-- Opening Marker --

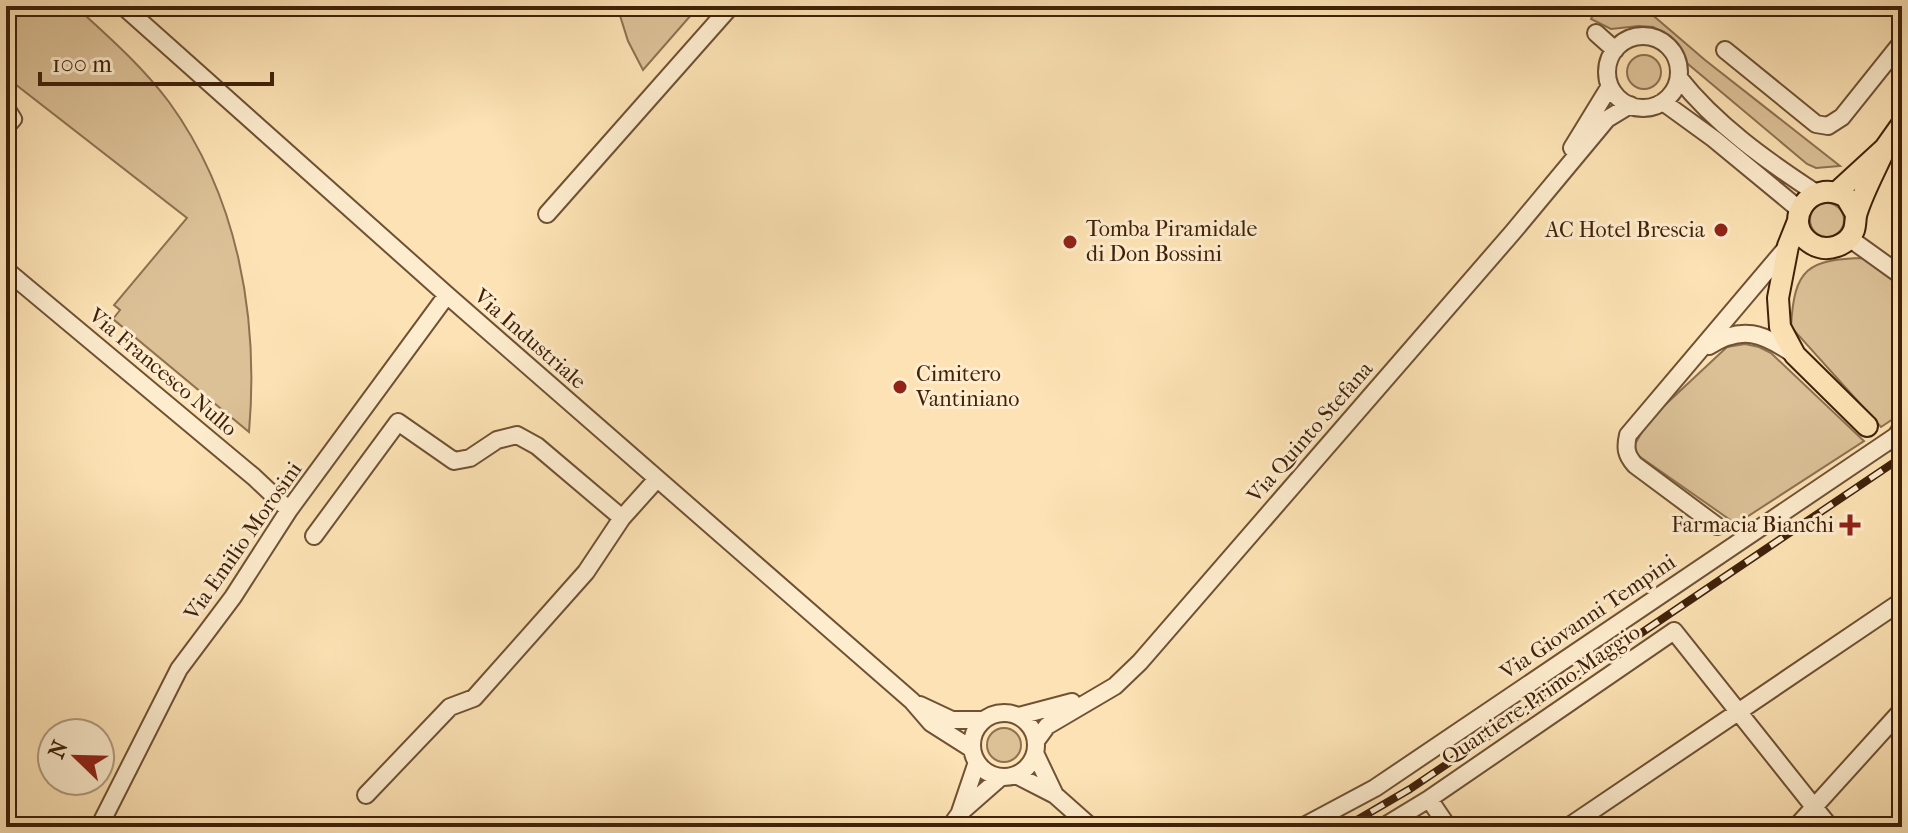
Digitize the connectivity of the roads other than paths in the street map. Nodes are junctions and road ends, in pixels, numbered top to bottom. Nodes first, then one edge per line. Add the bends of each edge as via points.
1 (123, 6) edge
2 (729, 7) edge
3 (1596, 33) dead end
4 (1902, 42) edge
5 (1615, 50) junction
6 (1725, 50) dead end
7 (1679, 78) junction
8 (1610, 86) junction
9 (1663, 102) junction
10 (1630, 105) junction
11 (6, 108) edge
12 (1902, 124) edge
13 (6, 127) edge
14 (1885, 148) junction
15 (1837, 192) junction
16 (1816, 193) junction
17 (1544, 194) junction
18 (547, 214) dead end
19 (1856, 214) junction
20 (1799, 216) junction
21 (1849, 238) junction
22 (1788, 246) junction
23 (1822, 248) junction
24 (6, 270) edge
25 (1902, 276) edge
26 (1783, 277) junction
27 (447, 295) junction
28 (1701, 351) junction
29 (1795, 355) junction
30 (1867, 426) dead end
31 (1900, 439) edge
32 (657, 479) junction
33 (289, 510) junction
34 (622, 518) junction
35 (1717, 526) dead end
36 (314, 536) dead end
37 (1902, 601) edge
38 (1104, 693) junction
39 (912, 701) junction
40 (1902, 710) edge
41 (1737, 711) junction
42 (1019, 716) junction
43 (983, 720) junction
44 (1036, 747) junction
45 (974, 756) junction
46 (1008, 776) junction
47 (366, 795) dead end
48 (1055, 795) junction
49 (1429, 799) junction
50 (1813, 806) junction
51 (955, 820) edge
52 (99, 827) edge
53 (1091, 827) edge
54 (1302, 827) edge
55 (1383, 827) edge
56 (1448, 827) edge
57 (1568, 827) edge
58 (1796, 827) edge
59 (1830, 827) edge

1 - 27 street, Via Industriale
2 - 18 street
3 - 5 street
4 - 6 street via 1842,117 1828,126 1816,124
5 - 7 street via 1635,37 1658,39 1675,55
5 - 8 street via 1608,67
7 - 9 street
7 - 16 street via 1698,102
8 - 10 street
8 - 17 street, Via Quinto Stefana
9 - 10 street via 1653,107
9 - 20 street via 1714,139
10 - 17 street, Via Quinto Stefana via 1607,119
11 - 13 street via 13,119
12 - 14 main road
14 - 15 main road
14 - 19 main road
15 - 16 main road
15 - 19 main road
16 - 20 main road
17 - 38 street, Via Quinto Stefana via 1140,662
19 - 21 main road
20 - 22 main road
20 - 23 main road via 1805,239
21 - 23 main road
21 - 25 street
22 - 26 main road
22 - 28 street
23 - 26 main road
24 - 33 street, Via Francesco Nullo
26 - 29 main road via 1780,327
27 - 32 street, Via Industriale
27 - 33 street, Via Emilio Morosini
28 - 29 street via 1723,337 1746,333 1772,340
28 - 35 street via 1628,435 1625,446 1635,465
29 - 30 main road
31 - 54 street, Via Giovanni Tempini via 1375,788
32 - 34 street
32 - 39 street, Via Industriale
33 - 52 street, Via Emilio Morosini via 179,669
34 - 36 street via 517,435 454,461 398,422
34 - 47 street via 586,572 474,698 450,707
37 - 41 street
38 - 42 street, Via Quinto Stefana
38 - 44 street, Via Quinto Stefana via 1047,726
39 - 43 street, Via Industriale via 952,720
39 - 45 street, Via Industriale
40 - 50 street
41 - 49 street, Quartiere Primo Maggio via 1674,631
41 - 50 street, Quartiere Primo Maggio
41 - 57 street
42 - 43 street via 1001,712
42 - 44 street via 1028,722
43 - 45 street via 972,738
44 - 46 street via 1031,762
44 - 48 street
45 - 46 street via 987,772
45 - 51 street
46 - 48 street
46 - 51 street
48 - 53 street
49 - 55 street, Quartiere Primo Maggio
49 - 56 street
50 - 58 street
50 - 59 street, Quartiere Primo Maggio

-- Closing Marker --
-- Opening Marker --

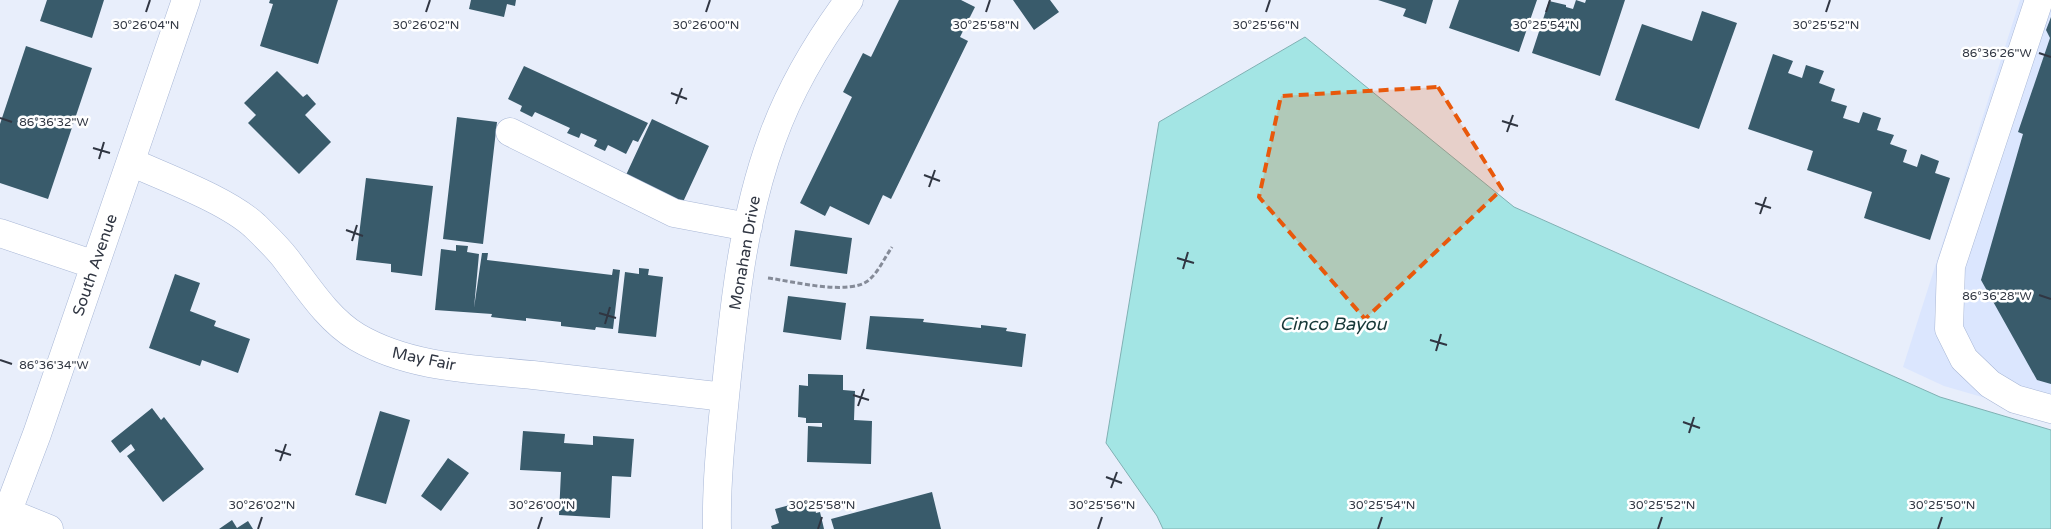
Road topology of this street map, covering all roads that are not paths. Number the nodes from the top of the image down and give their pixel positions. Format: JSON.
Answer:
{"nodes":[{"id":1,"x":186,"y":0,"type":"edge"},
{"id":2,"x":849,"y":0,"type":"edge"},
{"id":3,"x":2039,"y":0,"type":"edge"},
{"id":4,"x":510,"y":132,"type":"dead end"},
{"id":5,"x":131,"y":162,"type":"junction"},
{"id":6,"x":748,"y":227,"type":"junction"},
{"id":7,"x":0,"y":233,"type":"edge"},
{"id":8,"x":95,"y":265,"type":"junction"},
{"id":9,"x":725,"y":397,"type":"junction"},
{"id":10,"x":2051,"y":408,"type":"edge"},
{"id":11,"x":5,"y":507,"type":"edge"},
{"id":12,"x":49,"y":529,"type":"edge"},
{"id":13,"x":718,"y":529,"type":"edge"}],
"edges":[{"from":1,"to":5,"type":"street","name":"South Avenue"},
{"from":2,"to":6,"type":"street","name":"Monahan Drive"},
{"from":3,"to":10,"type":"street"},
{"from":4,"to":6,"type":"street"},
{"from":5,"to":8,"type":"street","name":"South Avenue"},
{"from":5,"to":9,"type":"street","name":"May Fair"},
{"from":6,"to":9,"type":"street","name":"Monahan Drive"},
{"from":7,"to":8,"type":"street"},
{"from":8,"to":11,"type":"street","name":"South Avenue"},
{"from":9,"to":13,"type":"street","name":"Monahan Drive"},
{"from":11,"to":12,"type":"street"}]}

-- Closing Marker --
-- Opening Marker --

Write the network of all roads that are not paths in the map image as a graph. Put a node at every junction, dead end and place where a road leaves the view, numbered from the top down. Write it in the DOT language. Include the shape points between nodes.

-- Closing Marker --

*TASK OBJECTIVE*.
The expected output is each line of the records above that includes the word "down".

*OUTPUT BELOW*.
Road topology of this street map, covering all roads that are not paths. Number the nodes from the top of the image down and give their pixel positions. Format: JSON.
Write the network of all roads that are not paths in the map image as a graph. Put a node at every junction, dead end and place where a road leaves the view, numbered from the top down. Write it in the DOT language. Include the shape points between nodes.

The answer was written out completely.